» **Your assignment**:
Line by line, copy the material below exactly as given.

=== Begin Enclosure ===

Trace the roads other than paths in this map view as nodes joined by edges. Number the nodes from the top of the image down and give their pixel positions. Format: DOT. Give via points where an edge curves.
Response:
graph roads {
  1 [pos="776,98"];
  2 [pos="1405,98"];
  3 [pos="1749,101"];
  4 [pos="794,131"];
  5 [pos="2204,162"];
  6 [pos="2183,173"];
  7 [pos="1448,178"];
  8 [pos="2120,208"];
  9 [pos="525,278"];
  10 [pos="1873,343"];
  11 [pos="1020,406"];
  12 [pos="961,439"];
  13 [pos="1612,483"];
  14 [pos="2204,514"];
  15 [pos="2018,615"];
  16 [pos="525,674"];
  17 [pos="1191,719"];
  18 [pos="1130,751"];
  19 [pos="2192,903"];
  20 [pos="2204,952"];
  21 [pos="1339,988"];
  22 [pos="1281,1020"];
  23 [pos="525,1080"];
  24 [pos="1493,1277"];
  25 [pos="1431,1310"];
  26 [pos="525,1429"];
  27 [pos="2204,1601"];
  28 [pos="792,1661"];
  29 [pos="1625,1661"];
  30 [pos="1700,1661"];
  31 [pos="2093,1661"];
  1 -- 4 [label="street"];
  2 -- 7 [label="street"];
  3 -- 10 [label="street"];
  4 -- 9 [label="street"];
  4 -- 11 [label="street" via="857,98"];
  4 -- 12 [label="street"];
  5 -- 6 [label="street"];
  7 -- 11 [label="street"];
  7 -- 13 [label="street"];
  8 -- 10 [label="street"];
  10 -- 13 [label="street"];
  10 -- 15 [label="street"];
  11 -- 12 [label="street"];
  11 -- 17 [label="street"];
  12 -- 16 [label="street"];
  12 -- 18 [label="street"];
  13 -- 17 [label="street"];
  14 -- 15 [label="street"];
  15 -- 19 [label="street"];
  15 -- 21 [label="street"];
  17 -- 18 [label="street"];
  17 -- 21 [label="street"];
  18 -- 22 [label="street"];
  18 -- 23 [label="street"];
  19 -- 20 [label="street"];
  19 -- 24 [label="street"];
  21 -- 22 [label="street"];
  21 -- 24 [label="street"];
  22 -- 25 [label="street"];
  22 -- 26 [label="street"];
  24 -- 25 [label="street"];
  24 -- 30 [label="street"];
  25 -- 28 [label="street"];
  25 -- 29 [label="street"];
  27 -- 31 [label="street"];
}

=== End Enclosure ===

» **Task solution**:
Trace the roads other than paths in this map view as nodes joined by edges. Number the nodes from the top of the image down and give their pixel positions. Format: DOT. Give via points where an edge curves.
Response:
graph roads {
  1 [pos="776,98"];
  2 [pos="1405,98"];
  3 [pos="1749,101"];
  4 [pos="794,131"];
  5 [pos="2204,162"];
  6 [pos="2183,173"];
  7 [pos="1448,178"];
  8 [pos="2120,208"];
  9 [pos="525,278"];
  10 [pos="1873,343"];
  11 [pos="1020,406"];
  12 [pos="961,439"];
  13 [pos="1612,483"];
  14 [pos="2204,514"];
  15 [pos="2018,615"];
  16 [pos="525,674"];
  17 [pos="1191,719"];
  18 [pos="1130,751"];
  19 [pos="2192,903"];
  20 [pos="2204,952"];
  21 [pos="1339,988"];
  22 [pos="1281,1020"];
  23 [pos="525,1080"];
  24 [pos="1493,1277"];
  25 [pos="1431,1310"];
  26 [pos="525,1429"];
  27 [pos="2204,1601"];
  28 [pos="792,1661"];
  29 [pos="1625,1661"];
  30 [pos="1700,1661"];
  31 [pos="2093,1661"];
  1 -- 4 [label="street"];
  2 -- 7 [label="street"];
  3 -- 10 [label="street"];
  4 -- 9 [label="street"];
  4 -- 11 [label="street" via="857,98"];
  4 -- 12 [label="street"];
  5 -- 6 [label="street"];
  7 -- 11 [label="street"];
  7 -- 13 [label="street"];
  8 -- 10 [label="street"];
  10 -- 13 [label="street"];
  10 -- 15 [label="street"];
  11 -- 12 [label="street"];
  11 -- 17 [label="street"];
  12 -- 16 [label="street"];
  12 -- 18 [label="street"];
  13 -- 17 [label="street"];
  14 -- 15 [label="street"];
  15 -- 19 [label="street"];
  15 -- 21 [label="street"];
  17 -- 18 [label="street"];
  17 -- 21 [label="street"];
  18 -- 22 [label="street"];
  18 -- 23 [label="street"];
  19 -- 20 [label="street"];
  19 -- 24 [label="street"];
  21 -- 22 [label="street"];
  21 -- 24 [label="street"];
  22 -- 25 [label="street"];
  22 -- 26 [label="street"];
  24 -- 25 [label="street"];
  24 -- 30 [label="street"];
  25 -- 28 [label="street"];
  25 -- 29 [label="street"];
  27 -- 31 [label="street"];
}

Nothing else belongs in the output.